Michael Overall: College courses need slacker index

BY MICHAEL OVERALL World Staff Writer
Monday, April 16, 2012
4/16/12 at 4:24 AM


In my Generation X experience - which, I have to admit, is getting a little dated - college classes fall into three broad categories. Let's call it the Typical Slacker Index.

In category TS1, students will pass with minimal effort and likely score a high grade by simply showing up and actually owning the textbook.

By Finals Week, some students may have trouble remembering where the classroom is.

Category TS2: A passing grade will require moderate exertion from the student, with an "A" or "B" unlikely without some reading and writing, perhaps even some memorization.

The instructor, however, might seem as bored by the class as everyone else. And after Finals, nobody will ever think about it again.

Category TS3: Even just a passing grade will require moderate to severe effort.

Students will be expected to know things at the end of the semester that they didn't know at the beginning.

Even when you're 40 years old, you might still be quoting from the lectures.

If colleges would use the TS Index, it would help students decide what classes to take.

You'll notice, for example, that the degree of difficulty tends to increase with the quality of the instructor.

But be careful. Grades can't necessarily measure how hard a class is.
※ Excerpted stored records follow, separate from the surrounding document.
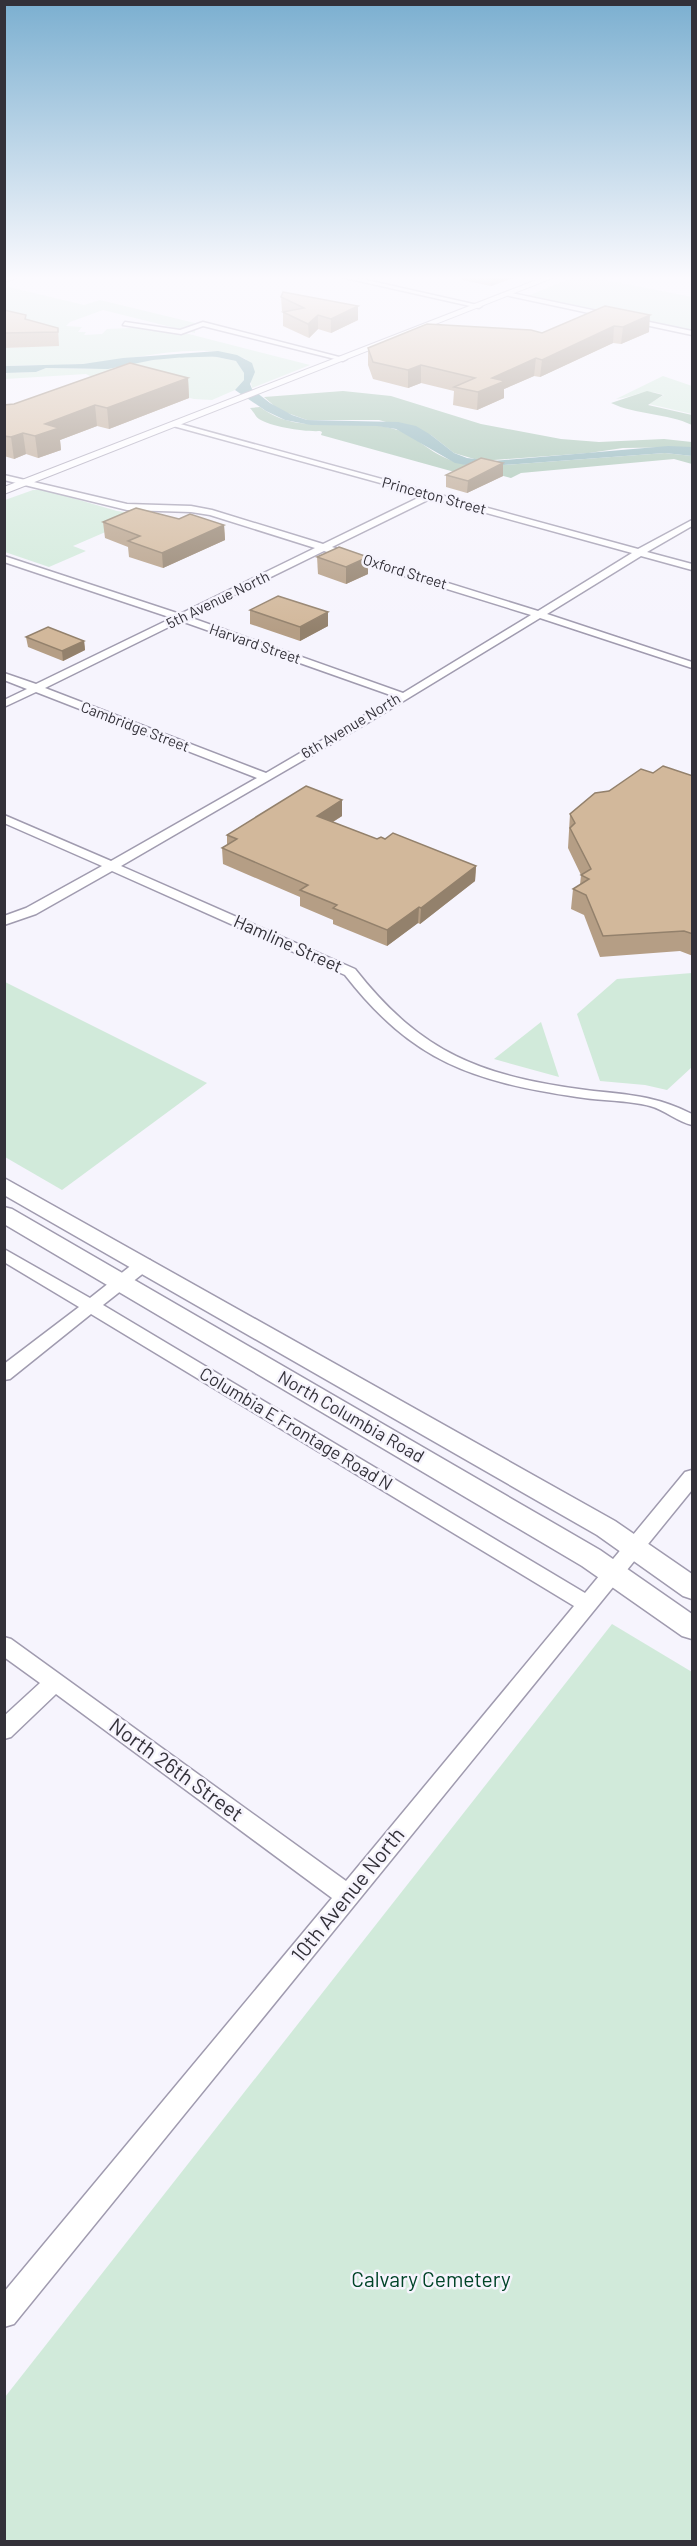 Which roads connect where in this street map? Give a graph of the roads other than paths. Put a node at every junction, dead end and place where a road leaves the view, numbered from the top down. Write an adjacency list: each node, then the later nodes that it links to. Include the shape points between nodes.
1 (254, 394): 2 (street)
2 (176, 424): 4 (street); 6 (street, Princeton Street)
3 (4, 477): 4 (street, Oxford Street)
4 (27, 482): 5 (street); 8 (street, Oxford Street, via 127,507 212,513)
5 (4, 491)
6 (431, 495): 8 (street, 5th Avenue North); 9 (street, Princeton Street)
7 (693, 523): 9 (street, 6th Avenue North)
8 (324, 547): 12 (street, Oxford Street); 13 (street, 5th Avenue North)
9 (638, 552): 11 (street, Princeton Street); 12 (street, 6th Avenue North)
10 (4, 559): 13 (street, Harvard Street)
11 (693, 567)
12 (538, 614): 14 (street, Oxford Street); 17 (street, 6th Avenue North)
13 (182, 618): 16 (street, 5th Avenue North); 17 (street, Harvard Street)
14 (693, 665)
15 (4, 676): 16 (street, Cambridge Street)
16 (35, 688): 18 (street, 5th Avenue North); 19 (street, Cambridge Street)
17 (402, 696): 19 (street, 6th Avenue North)
18 (4, 704)
19 (265, 777): 21 (street, 6th Avenue North)
20 (4, 818): 21 (street, Hamline Street)
21 (113, 866): 22 (street, 6th Avenue North, via 31,911); 23 (street, Hamline Street, via 350,972 378,1009 404,1032 479,1073 528,1086 652,1102)
22 (4, 921)
23 (693, 1120)
24 (4, 1185): 27 (main road, North Columbia Road)
25 (4, 1214): 28 (main road, North Columbia Road)
26 (4, 1254): 29 (street, Columbia E Frontage Road N)
27 (144, 1264): 28 (street); 32 (main road, North Columbia Road)
28 (121, 1281): 29 (street); 33 (main road, North Columbia Road)
29 (91, 1306): 30 (street); 35 (street, Columbia E Frontage Road N)
30 (4, 1374)
31 (693, 1477): 32 (street, 10th Avenue North)
32 (634, 1547): 33 (street, 10th Avenue North); 34 (main road, North Columbia Road)
33 (612, 1573): 35 (street, 10th Avenue North); 36 (main road, North Columbia Road)
34 (693, 1588)
35 (587, 1604): 40 (street, 10th Avenue North)
36 (693, 1628)
37 (4, 1645): 38 (street, North 26th Street)
38 (55, 1682): 39 (street); 40 (street, North 26th Street)
39 (4, 1730)
40 (348, 1895): 41 (street, 10th Avenue North)
41 (4, 2314)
A TS2-level professor might think he's challenging his students because they're getting B's and C's.

In fact, they're just too bored to pay attention.

On the other hand, students might be tempted to avoid TS3 classes. But that would be a horrible mistake.

You might do better when you're really learning something. And either way, you'll appreciate the class long after you've forgotten what your grade was.

In hindsight, my favorite classes would've ranked 3.2 or 3.5. One might have been pushing 3.8.

Frankly, I'd say the average class fell somewhere around 2.8. But, apparently, college has gotten a lot easier since I graduated.

Students today spend 50 percent less time studying than the previous generation, according to research by Richard Arum, a professor of sociology at New York University.

For four years, Arum and his co-author tracked 2,300 students at 24 universities, publishing the results in a new book, "Academically Adrift: Limited Learning on College Campuses."

Any given semester, half of the students didn't have a single course that required 20 pages of writing.

More than 1 out of 3 got by with less than five hours of homework per week.

As a result, the students showed minimal improvement on cognitive skills.

"The faculty are not surprised by these findings," Arum recently told NPR.

Colleges tend to reward instructors for getting high marks on student evaluations, Arum explained.

"There's a huge incentive set up in the system: asking students very little, grading them easily, entertaining them, and your course evaluations will be high."

Here's an idea: Don't let students evaluate a class until they've been out of college at least 10 years.

If they still remember anything, give the professor a fat raise.